Fibrates (other than Gemfibrozil)

Clinical Impact:

Fibrates may cause myopathy when given alone. The risk of myopathy and rhabdomyolysis is increased with concomitant use of fibrates with atorvastatin.

Intervention:

Consider if the benefit of using fibrates concomitantly with atorvastatin outweighs the increased risk of myopathy and rhabdomyolysis. If concomitant use is decided, monitor patients for signs and symptoms of myopathy particularly during initiation of therapy and during upward dose titration of either drug.

Colchicine

Clinical Impact:

Cases of myopathy and rhabdomyolysis have been reported with concomitant use of colchicine with atorvastatin.

Intervention:

Consider the risk/benefit of concomitant use of colchicine with atorvastatin. If concomitant use is decided, monitor patients for signs and symptoms of myopathy particularly during initiation of therapy and during upward dose titration of either drug.

Grapefruit Juice

Clinical Impact:

Grapefruit juice consumption, especially excessive consumption, more than 1.2 liters/daily can raise the plasma levels of atorvastatin and may increase the risk of myopathy and rhabdomyolysis.

Intervention:

Avoid intake of large quantities of grapefruit juice, more than 1.2 liters daily, when taking atorvastatin.

5.7 Increased Risk of Hemorrhagic Stroke in Patients On Atorvastatin 80 Mg With Recent Hemorrhagic Stroke (5.7 Increased Risk of Hemorrhagic Stroke in Patients on Atorvastatin 80 mg with Recent Hemorrhagic Stroke)

In a post-hoc analysis of the Stroke Prevention by Aggressive Reduction in Cholesterol Levels (SPARCL) trial where 2365 adult patients, without CHD who had a stroke or Transient Ischemic Attack (TIA) within the preceding 6 months, were treated with atorvastatin 80 mg, a higher incidence of hemorrhagic stroke was seen in the atorvastatin 80 mg group compared to placebo (55, 2.3% atorvastatin vs. 33, 1.4% placebo; HR: 1.68, 95% CI: 1.09, 2.59; p=0.0168).
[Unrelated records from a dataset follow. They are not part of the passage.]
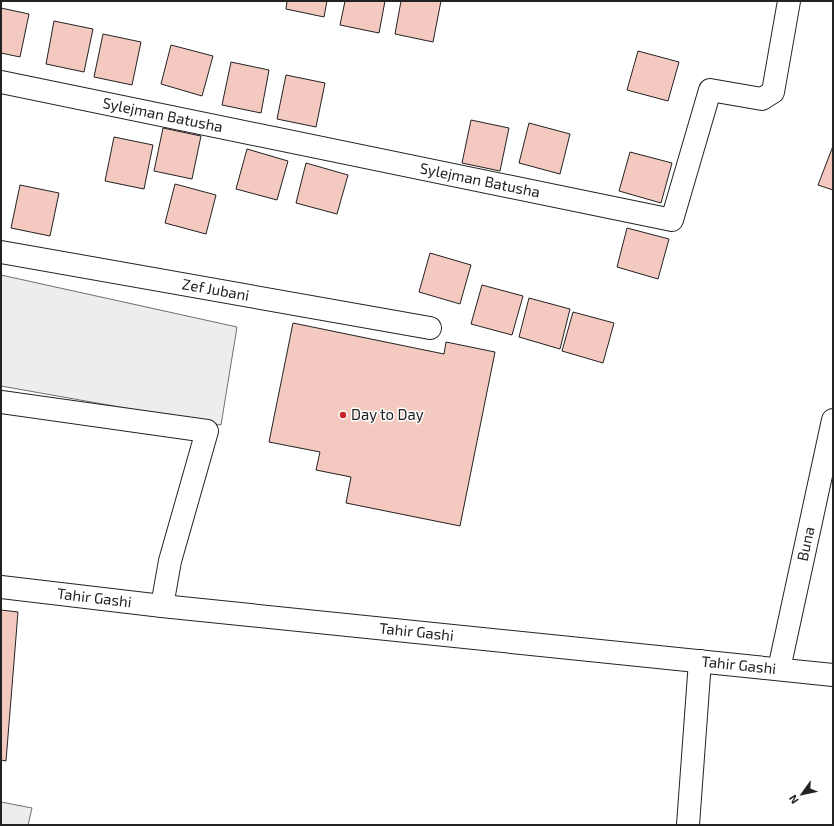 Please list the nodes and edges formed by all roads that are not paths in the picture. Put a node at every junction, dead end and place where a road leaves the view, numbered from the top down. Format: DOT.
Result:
graph roads {
  1 [pos="789,1"];
  2 [pos="1,82"];
  3 [pos="1,252"];
  4 [pos="430,328"];
  5 [pos="1,402"];
  6 [pos="833,420"];
  7 [pos="1,587"];
  8 [pos="162,606"];
  9 [pos="700,661"];
  10 [pos="779,669"];
  11 [pos="833,675"];
  12 [pos="688,825"];
  1 -- 2 [label="street, Sylejman Batusha"];
  3 -- 4 [label="street, Zef Jubani"];
  5 -- 8 [label="street"];
  6 -- 10 [label="street, Buna"];
  7 -- 8 [label="street, Tahir Gashi"];
  8 -- 9 [label="street, Tahir Gashi"];
  9 -- 10 [label="street, Tahir Gashi"];
  9 -- 12 [label="street"];
  10 -- 11 [label="street, Tahir Gashi"];
} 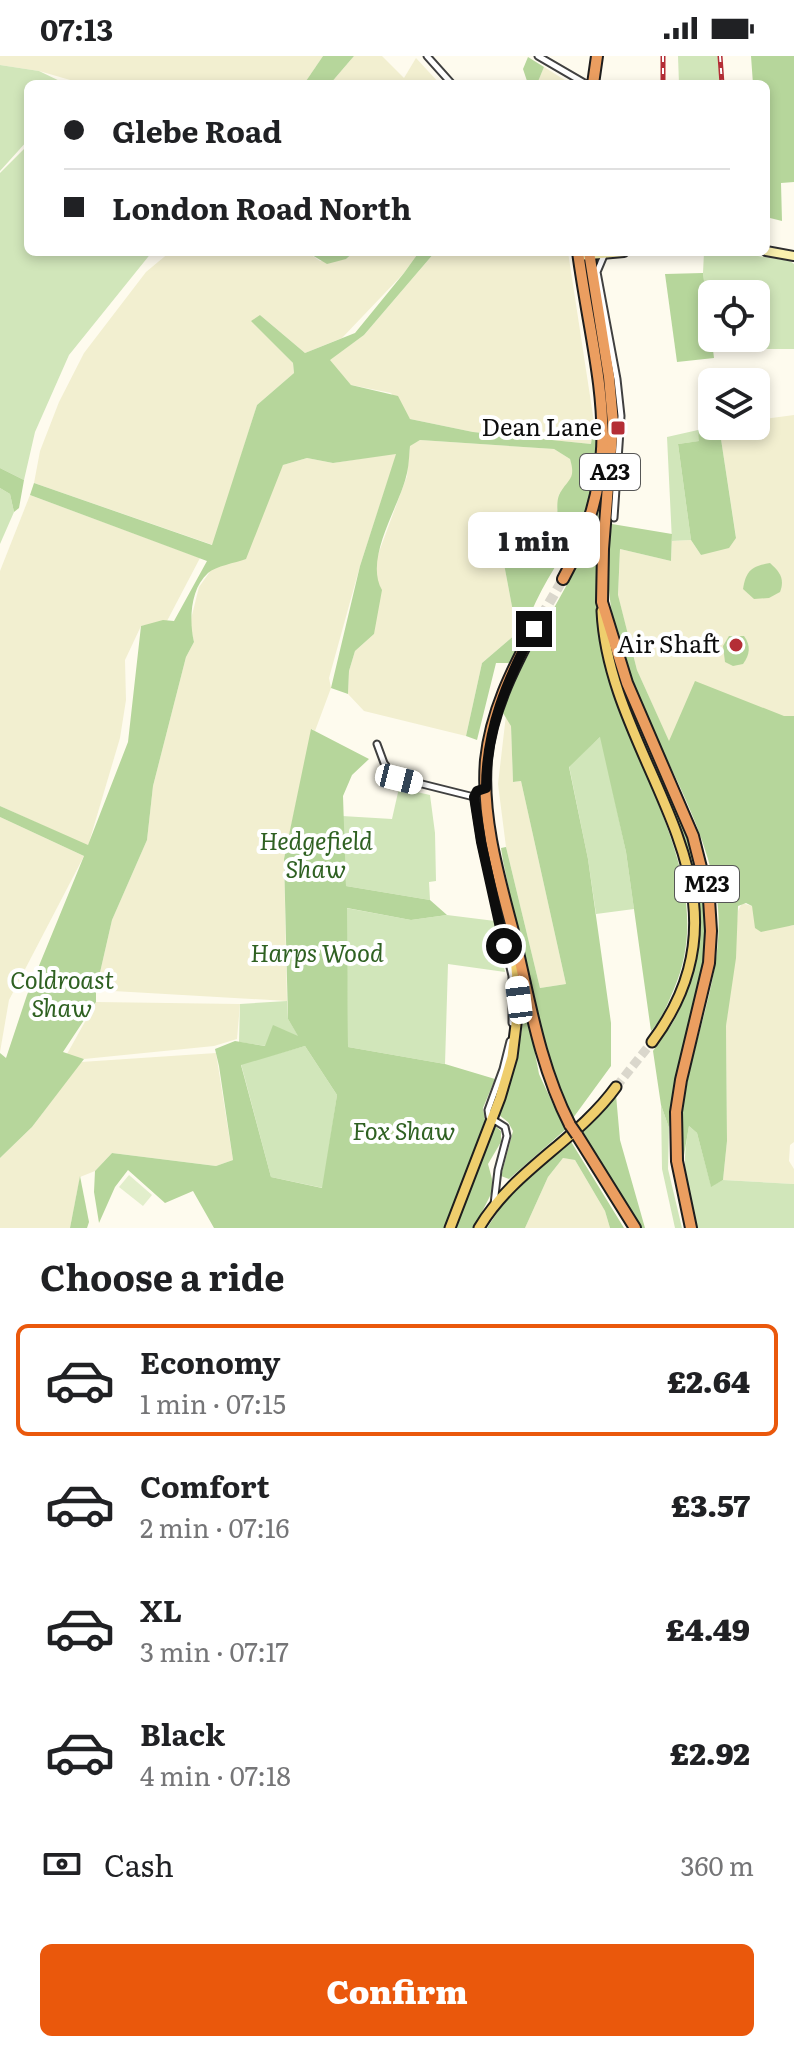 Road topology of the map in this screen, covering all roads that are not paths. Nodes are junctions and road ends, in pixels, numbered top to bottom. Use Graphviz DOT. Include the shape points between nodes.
graph roads {
  1 [pos="427,56"];
  2 [pos="538,56"];
  3 [pos="597,56"];
  4 [pos="448,80"];
  5 [pos="579,80"];
  6 [pos="594,80"];
  7 [pos="770,252"];
  8 [pos="583,256"];
  9 [pos="584,256"];
  10 [pos="604,256"];
  11 [pos="794,256"];
  12 [pos="595,277"];
  13 [pos="614,518"];
  14 [pos="563,579"];
  15 [pos="602,602"];
  16 [pos="534,629"];
  17 [pos="377,744"];
  18 [pos="486,788"];
  19 [pos="474,797"];
  20 [pos="515,941"];
  21 [pos="652,1042"];
  22 [pos="616,1087"];
  23 [pos="492,1119"];
  24 [pos="496,1178"];
  25 [pos="515,1182"];
  26 [pos="494,1205"];
  27 [pos="450,1228"];
  28 [pos="479,1228"];
  29 [pos="635,1228"];
  30 [pos="691,1228"];
  1 -- 4 [label="street"];
  2 -- 5 [label="street"];
  3 -- 6 [label="highway"];
  7 -- 11 [label="street"];
  8 -- 14 [label="highway, A23" via="603,455 592,513"];
  9 -- 12 [label="highway, A23"];
  10 -- 12 [label="street"];
  12 -- 13 [label="street" via="621,416"];
  12 -- 15 [label="highway, A23" via="613,423"];
  15 -- 21 [label="main road, A23" via="615,681 680,841 692,886 694,929 687,973"];
  15 -- 30 [label="highway, M23" via="627,683 693,836 709,899 709,963 675,1128"];
  16 -- 18 [label="highway" via="495,716"];
  17 -- 19 [label="street" via="394,777"];
  18 -- 19 [label="street"];
  18 -- 20 [label="highway"];
  19 -- 23 [label="street" via="512,976 507,1055 488,1110"];
  20 -- 23 [label="main road" via="517,1027"];
  20 -- 29 [label="highway" via="542,1060 574,1130"];
  22 -- 25 [label="main road"];
  23 -- 24 [label="street" via="505,1127 507,1136"];
  23 -- 27 [label="main road"];
  24 -- 25 [label="street"];
  24 -- 26 [label="street"];
  25 -- 26 [label="main road"];
  26 -- 28 [label="main road"];
}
The incidence of fatal hemorrhagic stroke was similar across treatment groups (17 vs. 18 for the atorvastatin and placebo groups, respectively). The incidence of non-fatal hemorrhagic stroke was significantly higher in the atorvastatin group (38, 1.6%) as compared to the placebo group (16, 0.7%). Some baseline characteristics, including hemorrhagic and lacunar stroke on study entry, were associated with a higher incidence of hemorrhagic stroke in the atorvastatin group [see Adverse Reactions (6.1)].

Consider the risk/benefit of use of atorvastatin 80 mg in patients with recent hemorrhagic stroke.